Start of Block

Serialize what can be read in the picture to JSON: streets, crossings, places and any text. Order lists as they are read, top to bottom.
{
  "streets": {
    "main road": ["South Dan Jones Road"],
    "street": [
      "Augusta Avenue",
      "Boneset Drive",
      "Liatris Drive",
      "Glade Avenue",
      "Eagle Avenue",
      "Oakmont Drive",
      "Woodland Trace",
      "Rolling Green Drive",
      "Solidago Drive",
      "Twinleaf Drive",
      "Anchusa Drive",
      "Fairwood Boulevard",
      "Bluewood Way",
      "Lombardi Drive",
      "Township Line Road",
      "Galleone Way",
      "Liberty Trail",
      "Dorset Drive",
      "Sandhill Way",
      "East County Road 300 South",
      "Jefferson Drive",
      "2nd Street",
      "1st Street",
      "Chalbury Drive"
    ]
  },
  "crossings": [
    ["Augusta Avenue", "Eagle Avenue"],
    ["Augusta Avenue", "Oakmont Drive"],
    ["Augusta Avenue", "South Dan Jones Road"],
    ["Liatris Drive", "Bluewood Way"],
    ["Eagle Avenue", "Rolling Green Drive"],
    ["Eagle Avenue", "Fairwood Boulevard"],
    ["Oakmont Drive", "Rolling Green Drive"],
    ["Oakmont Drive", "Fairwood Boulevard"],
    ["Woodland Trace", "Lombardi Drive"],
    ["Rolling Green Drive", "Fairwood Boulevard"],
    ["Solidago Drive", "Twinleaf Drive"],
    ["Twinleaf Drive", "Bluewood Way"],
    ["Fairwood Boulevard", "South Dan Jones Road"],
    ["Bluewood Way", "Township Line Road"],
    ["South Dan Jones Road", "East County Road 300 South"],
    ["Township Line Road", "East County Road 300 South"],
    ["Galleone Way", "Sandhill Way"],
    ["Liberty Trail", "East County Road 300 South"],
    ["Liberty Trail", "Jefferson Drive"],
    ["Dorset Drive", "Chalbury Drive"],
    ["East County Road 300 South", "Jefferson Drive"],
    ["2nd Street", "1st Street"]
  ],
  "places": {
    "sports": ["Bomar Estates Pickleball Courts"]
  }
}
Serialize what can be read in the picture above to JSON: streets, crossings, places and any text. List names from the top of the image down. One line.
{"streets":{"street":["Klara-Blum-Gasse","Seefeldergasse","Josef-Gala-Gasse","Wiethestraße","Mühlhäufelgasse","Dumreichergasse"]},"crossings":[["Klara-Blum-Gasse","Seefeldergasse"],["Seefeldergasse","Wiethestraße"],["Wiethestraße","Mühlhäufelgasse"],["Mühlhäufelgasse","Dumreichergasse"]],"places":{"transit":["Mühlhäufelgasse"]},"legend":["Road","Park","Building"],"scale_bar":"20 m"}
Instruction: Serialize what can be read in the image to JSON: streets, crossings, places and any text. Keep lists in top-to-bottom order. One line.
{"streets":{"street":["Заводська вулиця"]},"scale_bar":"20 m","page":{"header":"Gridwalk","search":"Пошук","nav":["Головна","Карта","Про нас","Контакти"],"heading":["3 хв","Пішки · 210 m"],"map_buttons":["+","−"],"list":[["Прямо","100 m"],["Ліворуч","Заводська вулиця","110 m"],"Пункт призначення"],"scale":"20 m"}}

End of Block

**Work to be completed**
This exercise calls for every record to be restated word for word.

**Written response**
Serialize what can be read in the picture to JSON: streets, crossings, places and any text. Order lists as they are read, top to bottom.
{
  "streets": {
    "main road": ["South Dan Jones Road"],
    "street": [
      "Augusta Avenue",
      "Boneset Drive",
      "Liatris Drive",
      "Glade Avenue",
      "Eagle Avenue",
      "Oakmont Drive",
      "Woodland Trace",
      "Rolling Green Drive",
      "Solidago Drive",
      "Twinleaf Drive",
      "Anchusa Drive",
      "Fairwood Boulevard",
      "Bluewood Way",
      "Lombardi Drive",
      "Township Line Road",
      "Galleone Way",
      "Liberty Trail",
      "Dorset Drive",
      "Sandhill Way",
      "East County Road 300 South",
      "Jefferson Drive",
      "2nd Street",
      "1st Street",
      "Chalbury Drive"
    ]
  },
  "crossings": [
    ["Augusta Avenue", "Eagle Avenue"],
    ["Augusta Avenue", "Oakmont Drive"],
    ["Augusta Avenue", "South Dan Jones Road"],
    ["Liatris Drive", "Bluewood Way"],
    ["Eagle Avenue", "Rolling Green Drive"],
    ["Eagle Avenue", "Fairwood Boulevard"],
    ["Oakmont Drive", "Rolling Green Drive"],
    ["Oakmont Drive", "Fairwood Boulevard"],
    ["Woodland Trace", "Lombardi Drive"],
    ["Rolling Green Drive", "Fairwood Boulevard"],
    ["Solidago Drive", "Twinleaf Drive"],
    ["Twinleaf Drive", "Bluewood Way"],
    ["Fairwood Boulevard", "South Dan Jones Road"],
    ["Bluewood Way", "Township Line Road"],
    ["South Dan Jones Road", "East County Road 300 South"],
    ["Township Line Road", "East County Road 300 South"],
    ["Galleone Way", "Sandhill Way"],
    ["Liberty Trail", "East County Road 300 South"],
    ["Liberty Trail", "Jefferson Drive"],
    ["Dorset Drive", "Chalbury Drive"],
    ["East County Road 300 South", "Jefferson Drive"],
    ["2nd Street", "1st Street"]
  ],
  "places": {
    "sports": ["Bomar Estates Pickleball Courts"]
  }
}
Serialize what can be read in the picture above to JSON: streets, crossings, places and any text. List names from the top of the image down. One line.
{"streets":{"street":["Klara-Blum-Gasse","Seefeldergasse","Josef-Gala-Gasse","Wiethestraße","Mühlhäufelgasse","Dumreichergasse"]},"crossings":[["Klara-Blum-Gasse","Seefeldergasse"],["Seefeldergasse","Wiethestraße"],["Wiethestraße","Mühlhäufelgasse"],["Mühlhäufelgasse","Dumreichergasse"]],"places":{"transit":["Mühlhäufelgasse"]},"legend":["Road","Park","Building"],"scale_bar":"20 m"}
Instruction: Serialize what can be read in the image to JSON: streets, crossings, places and any text. Keep lists in top-to-bottom order. One line.
{"streets":{"street":["Заводська вулиця"]},"scale_bar":"20 m","page":{"header":"Gridwalk","search":"Пошук","nav":["Головна","Карта","Про нас","Контакти"],"heading":["3 хв","Пішки · 210 m"],"map_buttons":["+","−"],"list":[["Прямо","100 m"],["Ліворуч","Заводська вулиця","110 m"],"Пункт призначення"],"scale":"20 m"}}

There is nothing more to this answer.